**Exercise details:** I need only the number of lines in this data that contain the string "Bharu".

Top of Data to examine

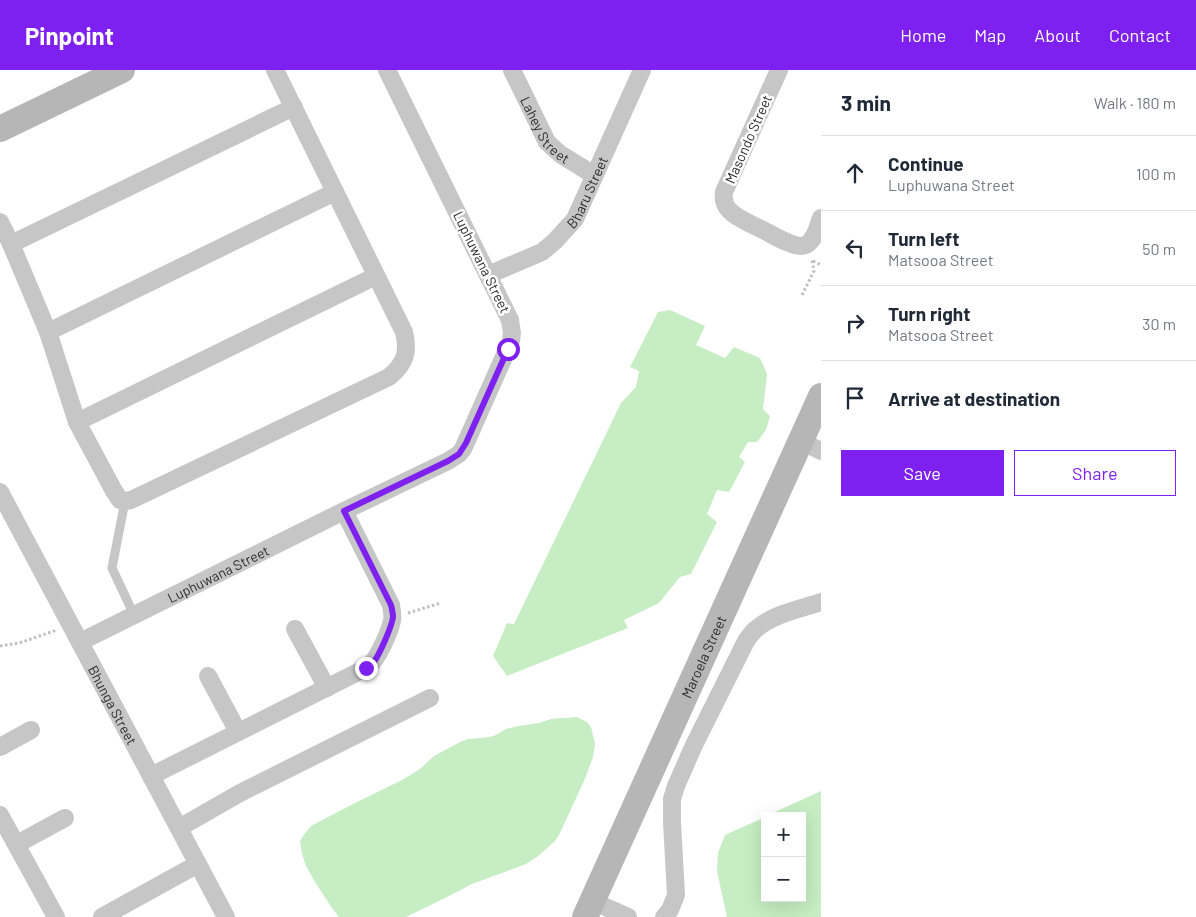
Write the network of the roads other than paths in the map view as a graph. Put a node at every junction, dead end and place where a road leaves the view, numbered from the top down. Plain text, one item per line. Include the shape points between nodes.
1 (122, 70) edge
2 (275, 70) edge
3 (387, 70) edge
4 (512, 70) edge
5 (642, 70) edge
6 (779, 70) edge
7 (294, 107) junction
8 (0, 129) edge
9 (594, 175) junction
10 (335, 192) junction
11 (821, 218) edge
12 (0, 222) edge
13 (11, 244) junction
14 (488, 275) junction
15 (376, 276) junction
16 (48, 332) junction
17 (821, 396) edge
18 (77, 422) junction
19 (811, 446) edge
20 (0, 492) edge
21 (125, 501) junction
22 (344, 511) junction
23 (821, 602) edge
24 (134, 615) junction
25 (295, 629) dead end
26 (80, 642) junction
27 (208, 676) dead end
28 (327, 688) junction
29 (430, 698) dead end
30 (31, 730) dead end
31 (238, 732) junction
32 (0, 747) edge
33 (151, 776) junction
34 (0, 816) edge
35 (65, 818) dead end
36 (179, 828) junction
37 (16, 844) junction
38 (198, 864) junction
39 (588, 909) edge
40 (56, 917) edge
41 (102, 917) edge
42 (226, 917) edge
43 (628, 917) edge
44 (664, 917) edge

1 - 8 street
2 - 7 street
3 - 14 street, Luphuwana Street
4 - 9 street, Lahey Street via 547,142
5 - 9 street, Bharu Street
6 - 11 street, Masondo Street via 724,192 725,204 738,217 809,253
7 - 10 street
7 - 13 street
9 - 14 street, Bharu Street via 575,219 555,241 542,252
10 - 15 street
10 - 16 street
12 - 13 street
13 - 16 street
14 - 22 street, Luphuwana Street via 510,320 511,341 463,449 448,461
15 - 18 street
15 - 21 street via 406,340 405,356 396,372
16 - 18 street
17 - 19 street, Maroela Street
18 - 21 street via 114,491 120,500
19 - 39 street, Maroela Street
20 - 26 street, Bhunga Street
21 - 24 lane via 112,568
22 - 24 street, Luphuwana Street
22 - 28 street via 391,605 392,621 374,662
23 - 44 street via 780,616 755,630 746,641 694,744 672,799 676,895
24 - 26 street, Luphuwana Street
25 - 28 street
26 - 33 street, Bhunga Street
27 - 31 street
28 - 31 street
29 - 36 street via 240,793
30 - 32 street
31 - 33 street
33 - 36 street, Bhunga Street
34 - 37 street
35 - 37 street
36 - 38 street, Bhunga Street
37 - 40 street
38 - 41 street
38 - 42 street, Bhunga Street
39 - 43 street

Bottom of Data to examine
Top of Data to examine

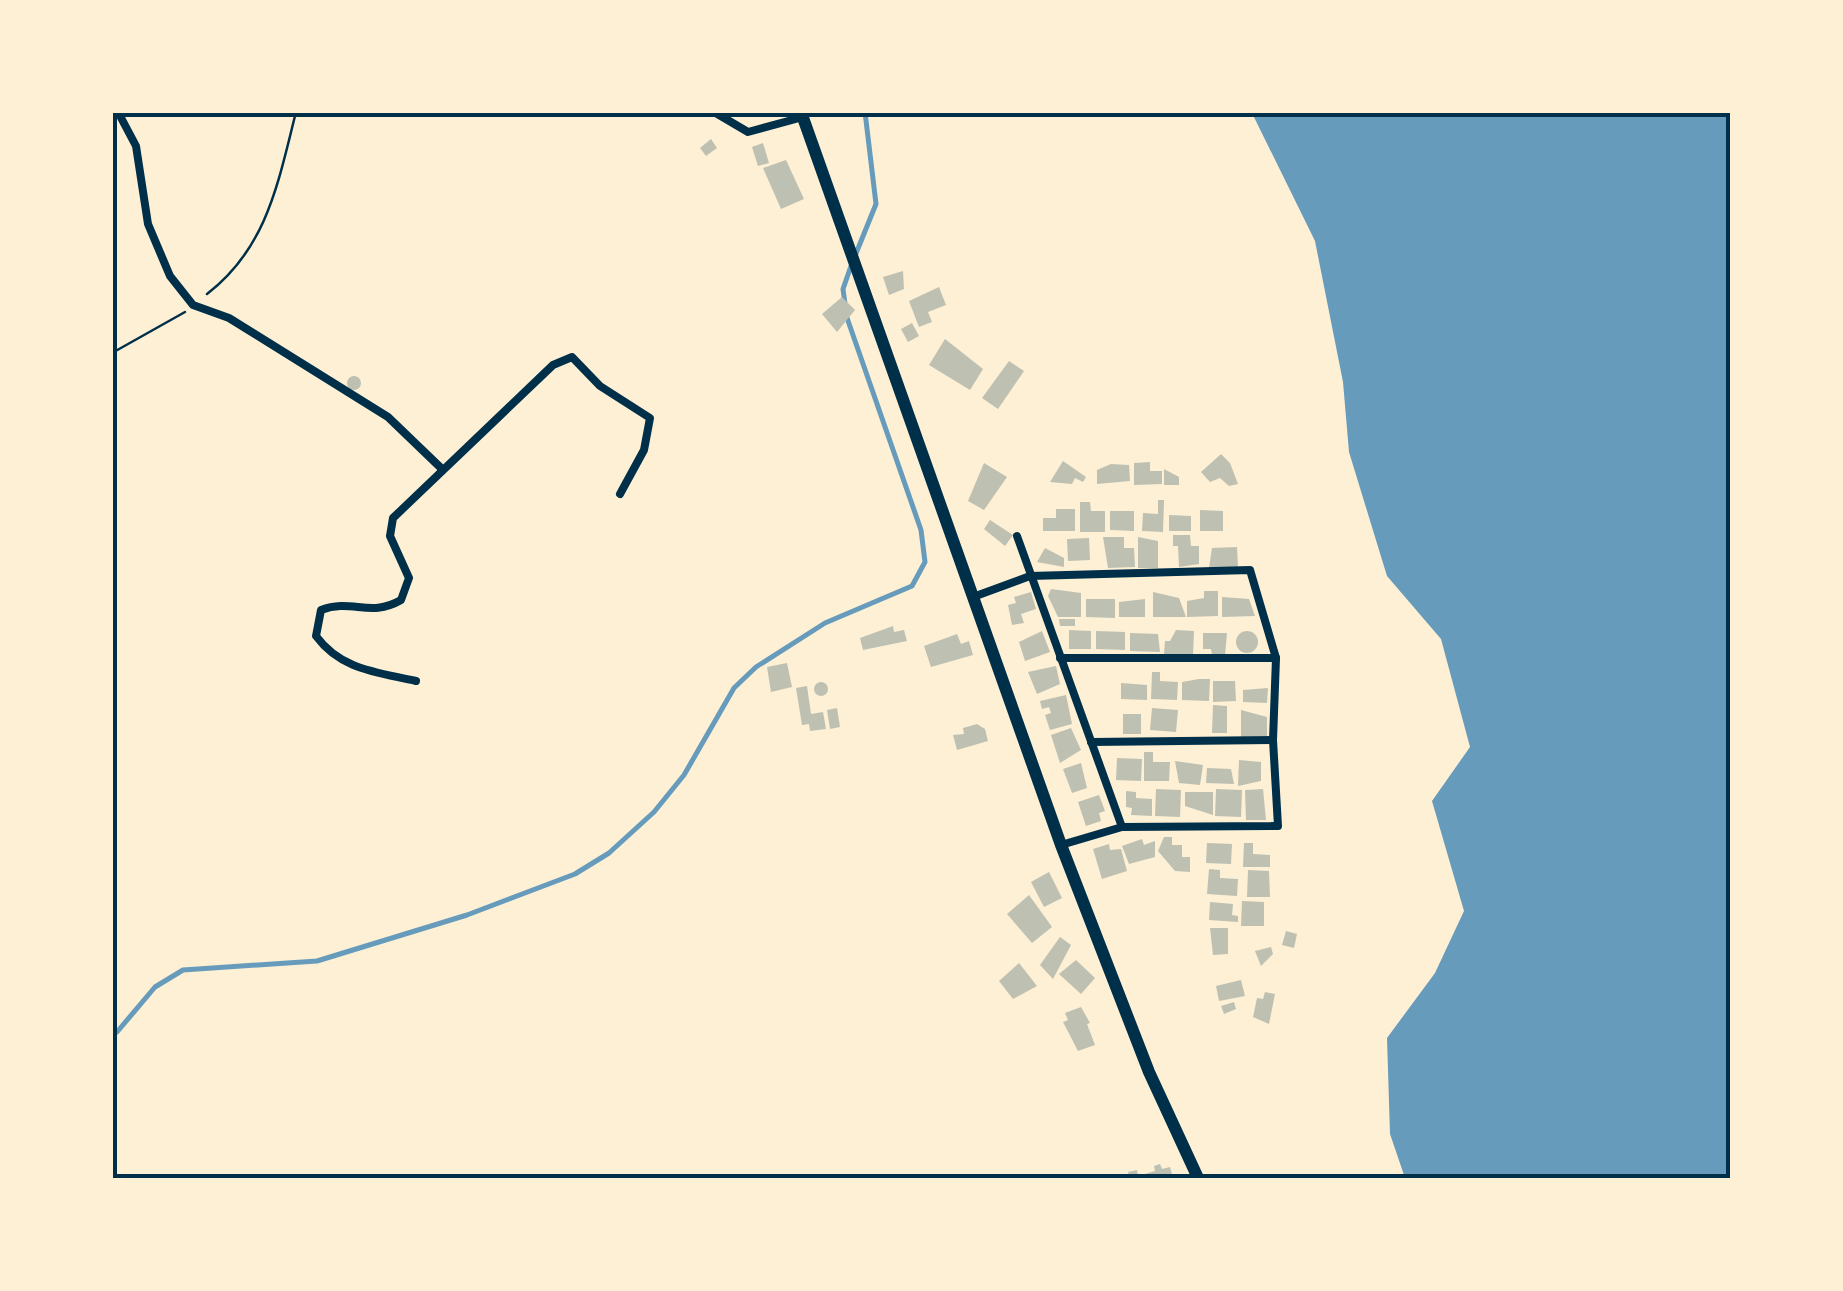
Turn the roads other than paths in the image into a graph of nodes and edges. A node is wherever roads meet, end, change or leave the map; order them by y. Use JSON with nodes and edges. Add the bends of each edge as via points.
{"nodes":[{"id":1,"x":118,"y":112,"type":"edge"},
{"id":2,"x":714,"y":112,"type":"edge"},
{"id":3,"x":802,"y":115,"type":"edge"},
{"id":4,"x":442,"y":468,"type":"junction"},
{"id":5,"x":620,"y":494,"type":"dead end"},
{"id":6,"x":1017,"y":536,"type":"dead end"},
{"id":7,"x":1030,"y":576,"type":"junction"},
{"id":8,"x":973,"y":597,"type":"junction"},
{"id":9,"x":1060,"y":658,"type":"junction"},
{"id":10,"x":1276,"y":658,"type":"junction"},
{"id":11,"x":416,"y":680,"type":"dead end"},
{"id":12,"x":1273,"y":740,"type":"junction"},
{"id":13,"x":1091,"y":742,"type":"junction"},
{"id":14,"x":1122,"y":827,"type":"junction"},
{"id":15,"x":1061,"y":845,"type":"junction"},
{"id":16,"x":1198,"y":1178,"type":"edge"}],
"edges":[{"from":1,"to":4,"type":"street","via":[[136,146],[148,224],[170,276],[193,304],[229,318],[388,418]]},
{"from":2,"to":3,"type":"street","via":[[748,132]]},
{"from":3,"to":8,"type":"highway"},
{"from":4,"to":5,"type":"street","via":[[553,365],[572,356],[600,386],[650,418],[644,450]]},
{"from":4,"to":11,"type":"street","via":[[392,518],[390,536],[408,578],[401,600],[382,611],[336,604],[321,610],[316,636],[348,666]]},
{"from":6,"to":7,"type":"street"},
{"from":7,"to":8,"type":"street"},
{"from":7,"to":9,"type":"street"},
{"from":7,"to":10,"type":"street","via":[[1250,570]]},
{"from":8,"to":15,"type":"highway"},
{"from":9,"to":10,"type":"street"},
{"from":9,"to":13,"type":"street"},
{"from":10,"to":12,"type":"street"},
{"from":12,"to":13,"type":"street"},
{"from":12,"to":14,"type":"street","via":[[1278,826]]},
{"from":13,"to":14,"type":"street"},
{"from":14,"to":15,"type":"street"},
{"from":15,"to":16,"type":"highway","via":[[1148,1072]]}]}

Bottom of Data to examine

**Completed exercise:** 2